Compound’s controversial COMP reward scheme triggered a gold rush of yield arbitrage, sending its assets under management and price to new heights.
A user reward scheme to distribute the new Compound governance token (COMP) has resulted in a dramatic rise of the value locked in the decentralized finance protocol as traders sought to “farm” the token, as fans affectionately call the practice.
According to data from Defi Pulse, the Compound protocol’s total locked value soared from about $100 million to a high exceeding $600 million since June 15, the start of the COMP token distribution.
Source: Defi Pulse
Cashback on loans
The COMP reward scheme works by periodically depositing the token to all balances interacting with Compound. This includes the protocol’s lenders and, crucially, its borrowers as well.

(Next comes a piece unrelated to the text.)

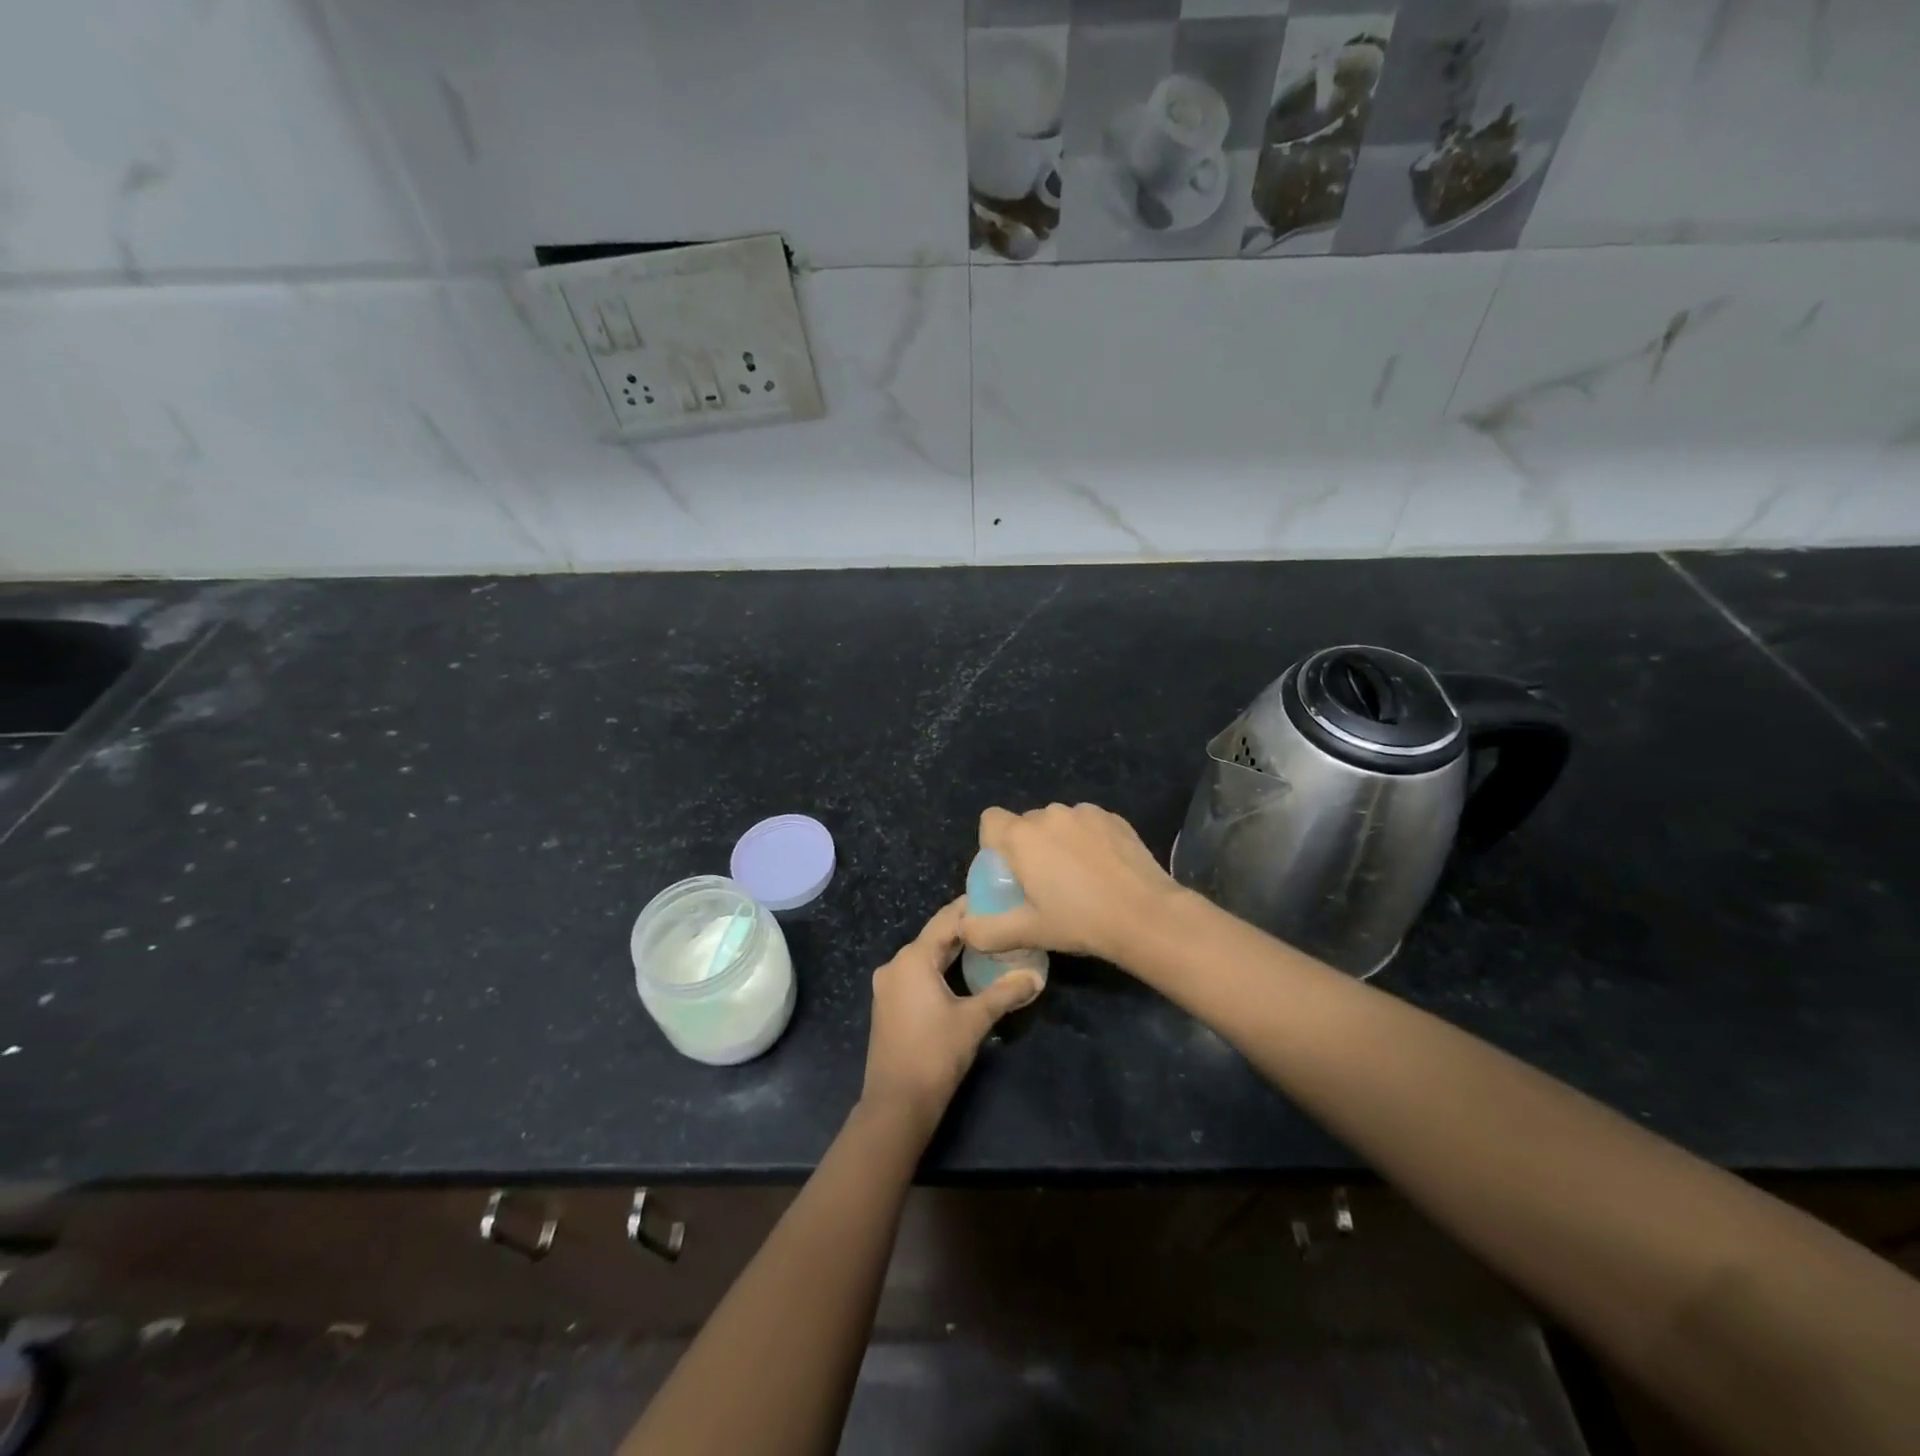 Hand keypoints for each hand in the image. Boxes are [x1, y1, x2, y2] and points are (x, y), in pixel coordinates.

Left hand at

The sums involved are significant, with the protocol currently distributing 2,880 COMP per day worth about $668,000 as of press time. Over 4 million tokens are left to be distributed from an existing supply of just over 2.5 million.

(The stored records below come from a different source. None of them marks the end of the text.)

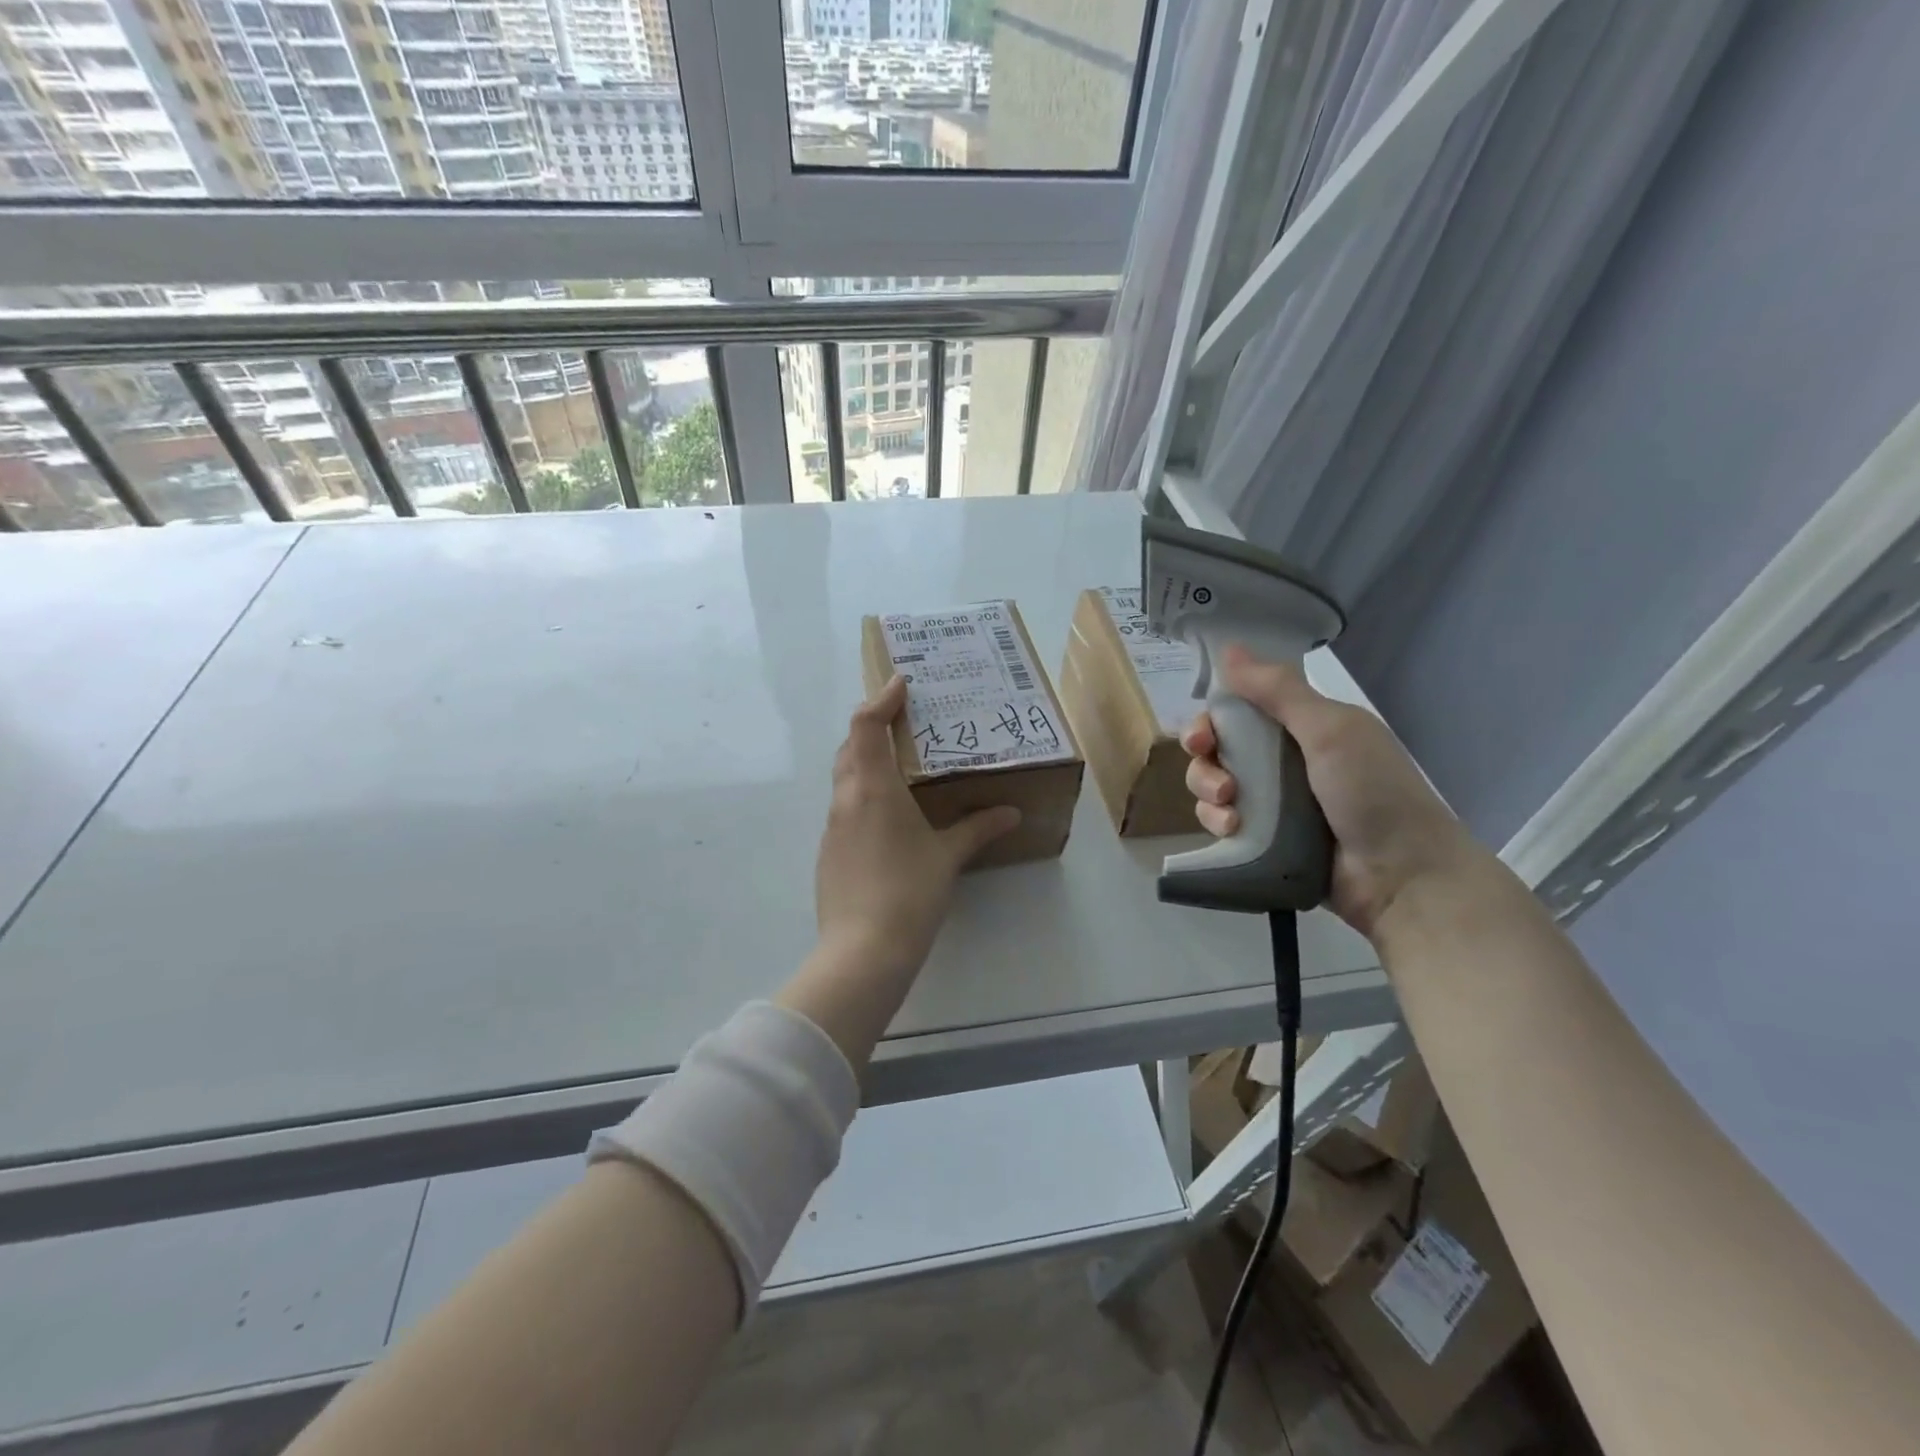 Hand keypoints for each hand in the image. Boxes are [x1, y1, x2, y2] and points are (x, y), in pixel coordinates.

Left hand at [815, 676, 1020, 976]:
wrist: (862, 951)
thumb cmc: (909, 893)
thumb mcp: (948, 857)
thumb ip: (978, 829)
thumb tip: (1011, 813)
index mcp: (873, 788)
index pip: (866, 726)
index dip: (880, 699)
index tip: (900, 683)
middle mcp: (846, 799)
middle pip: (849, 747)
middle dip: (871, 727)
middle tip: (903, 722)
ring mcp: (832, 828)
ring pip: (844, 777)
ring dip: (864, 760)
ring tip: (899, 764)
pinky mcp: (829, 852)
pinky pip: (844, 807)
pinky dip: (862, 793)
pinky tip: (887, 815)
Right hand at [1182, 645, 1480, 940]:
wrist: (1403, 876)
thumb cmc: (1371, 793)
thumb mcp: (1331, 730)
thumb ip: (1279, 690)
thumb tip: (1229, 648)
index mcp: (1304, 728)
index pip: (1240, 710)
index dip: (1213, 718)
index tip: (1202, 735)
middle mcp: (1285, 760)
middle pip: (1219, 748)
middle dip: (1205, 760)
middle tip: (1217, 779)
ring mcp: (1274, 803)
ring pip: (1214, 785)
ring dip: (1208, 792)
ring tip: (1228, 809)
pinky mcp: (1264, 839)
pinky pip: (1222, 822)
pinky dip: (1217, 822)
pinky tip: (1231, 830)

Meanwhile, the price of the token went on a parabolic rise once it was revealed that Compound investor Coinbase would list COMP on its Pro platform.
Trading is due to be activated on June 23, but that didn’t stop traders from raising its price to a maximum of $371, up from just $78 the day before the announcement.
The high issuance and high price, coupled with the way the reward system is designed, led to the emergence of massive “COMP farming.” Speculators were incentivized to both borrow and lend money from the protocol on a large scale, leveraging their positions by recursively “lending” the tokens they borrowed.
The annual interest rate on some tokens on Compound, like BAT and wBTC, reached as much as 33% and 27% respectively as of press time. Generally, high interest rates are associated with high COMP yield.
The profit machine appears to be unwinding on Monday, as COMP dropped to a price of $264.
The risks of “farming”
“Interest rates significantly higher than what you can get in traditional finance are inherently either temporary arbitrage opportunities or come with unstated risks attached.”
Tony Sheng, a principal investor at Multicoin Capital, explained that the risks to farming involve either theft of collateral assets, liquidation due to market events or the loss of the peg for synthetic assets like stablecoins.
However, it’s worth noting that these risks have always existed for Compound and many other platforms, and are not related to the practice of yield arbitrage. The true risk seems to be for those who are buying the “farmed” COMP, as its price tumbled by almost 30% since its all-time high, sitting at $264 as of writing.
It is likely that this will allow the “yield bubble” to deflate, as mining COMP will no longer be as lucrative.